Lange tijd werd gedacht dat voor wolven in Nederland geen plaats meer is. Door de hoge bevolkingsdichtheid en de versnipperde natuur die door vele [auto]wegen wordt doorkruist, zou natuurlijke spreiding niet mogelijk zijn. Onderzoek met gezenderde wolven laat zien dat de wolf zich goed aanpast aan dergelijke omstandigheden. Menig wolf uit Duitsland en Italie heeft tijdens zijn spreiding, eenvoudig menselijke barrieres overwonnen. Ook de versnippering van wild bleek weinig problemen op te leveren.
Ecologie.
De terugkeer van de wolf maar ook andere grote roofdieren zoals de Lynx, zijn een belangrijke aanwinst voor de ecologische structuur in Nederland. Wolven zorgen niet direct voor lagere aantallen prooidieren door jacht maar eerder door stress bij de prooidieren. De kadavers die wolven achterlaten zijn zeer gunstig voor kleinere aaseters zoals raaf, gier of zeearend. Ook blijkt de omgeving van wolvennesten gemeden te worden door directe prooidieren, het kaal eten wordt tegengegaan, waardoor andere flora kan ontwikkelen en diersoorten zich kunnen vestigen. Hierdoor ontstaat meer diversiteit in het betreffende gebied. [link]

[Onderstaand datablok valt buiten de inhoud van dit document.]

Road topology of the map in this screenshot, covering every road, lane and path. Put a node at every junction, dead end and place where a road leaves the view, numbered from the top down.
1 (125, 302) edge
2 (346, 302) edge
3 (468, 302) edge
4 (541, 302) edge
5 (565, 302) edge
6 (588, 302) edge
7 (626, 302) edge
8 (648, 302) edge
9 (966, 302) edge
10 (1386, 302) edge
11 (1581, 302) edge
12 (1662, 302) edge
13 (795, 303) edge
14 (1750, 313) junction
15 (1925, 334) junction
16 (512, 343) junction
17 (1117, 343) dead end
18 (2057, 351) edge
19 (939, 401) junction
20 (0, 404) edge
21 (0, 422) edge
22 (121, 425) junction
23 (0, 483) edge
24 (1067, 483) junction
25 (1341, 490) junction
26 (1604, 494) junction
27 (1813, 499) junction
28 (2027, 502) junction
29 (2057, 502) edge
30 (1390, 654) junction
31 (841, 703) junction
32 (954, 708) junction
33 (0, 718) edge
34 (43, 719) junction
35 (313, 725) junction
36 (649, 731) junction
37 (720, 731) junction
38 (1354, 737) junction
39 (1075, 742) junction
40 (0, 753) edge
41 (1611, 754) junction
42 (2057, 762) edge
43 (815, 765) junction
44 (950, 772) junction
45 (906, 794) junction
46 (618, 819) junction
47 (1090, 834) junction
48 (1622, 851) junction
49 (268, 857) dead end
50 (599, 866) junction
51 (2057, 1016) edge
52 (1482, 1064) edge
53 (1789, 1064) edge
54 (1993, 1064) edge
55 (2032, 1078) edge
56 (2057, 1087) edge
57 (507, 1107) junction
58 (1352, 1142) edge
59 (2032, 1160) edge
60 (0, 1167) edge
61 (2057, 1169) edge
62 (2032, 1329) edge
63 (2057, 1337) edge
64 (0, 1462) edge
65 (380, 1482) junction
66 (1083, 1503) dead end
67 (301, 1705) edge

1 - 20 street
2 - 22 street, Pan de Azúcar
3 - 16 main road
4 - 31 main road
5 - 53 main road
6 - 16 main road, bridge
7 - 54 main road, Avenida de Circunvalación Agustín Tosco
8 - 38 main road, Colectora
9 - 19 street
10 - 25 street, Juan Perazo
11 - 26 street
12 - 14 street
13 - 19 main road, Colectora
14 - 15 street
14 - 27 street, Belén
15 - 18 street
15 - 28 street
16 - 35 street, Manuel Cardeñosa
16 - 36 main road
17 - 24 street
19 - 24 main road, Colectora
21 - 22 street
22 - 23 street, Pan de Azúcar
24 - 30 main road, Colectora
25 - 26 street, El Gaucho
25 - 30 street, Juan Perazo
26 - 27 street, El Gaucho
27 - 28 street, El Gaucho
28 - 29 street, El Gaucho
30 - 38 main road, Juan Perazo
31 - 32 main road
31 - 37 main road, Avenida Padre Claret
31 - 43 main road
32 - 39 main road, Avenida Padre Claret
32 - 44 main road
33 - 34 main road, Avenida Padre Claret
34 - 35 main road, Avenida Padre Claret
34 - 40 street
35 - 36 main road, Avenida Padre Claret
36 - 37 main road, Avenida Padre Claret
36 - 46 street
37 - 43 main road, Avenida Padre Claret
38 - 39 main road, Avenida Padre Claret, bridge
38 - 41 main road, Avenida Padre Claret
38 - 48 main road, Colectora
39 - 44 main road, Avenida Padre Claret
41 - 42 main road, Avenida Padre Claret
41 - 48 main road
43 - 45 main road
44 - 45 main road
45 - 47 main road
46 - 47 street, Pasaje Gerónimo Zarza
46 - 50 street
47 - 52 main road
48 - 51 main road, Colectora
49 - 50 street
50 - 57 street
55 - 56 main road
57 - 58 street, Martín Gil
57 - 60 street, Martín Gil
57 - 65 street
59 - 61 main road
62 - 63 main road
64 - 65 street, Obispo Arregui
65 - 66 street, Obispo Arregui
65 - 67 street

Het grootste probleem is niet de terugkeer van de wolf maar onze eigen onwetendheid en onvermogen om te kunnen omgaan met grotere [roof] dieren in onze directe nabijheid. Te vaak en te snel is de menselijke reflex dat alles wat men niet kent of begrijpt, bestreden moet worden. Ongeacht of er nu wel of niet sprake is van dreiging. Het debat over de terugkeer van de wolf, maar ook de lynx, dient niet te gaan of deze hier thuishoren of welkom zijn, maar hoe wij als mens leren om te gaan met deze dieren en waar nodig de gepaste voorzorgsmaatregelen nemen om bijvoorbeeld vee af te schermen. Het is voor onze leefomgeving beter om te investeren in een goed hekwerk dan in een schot hagel.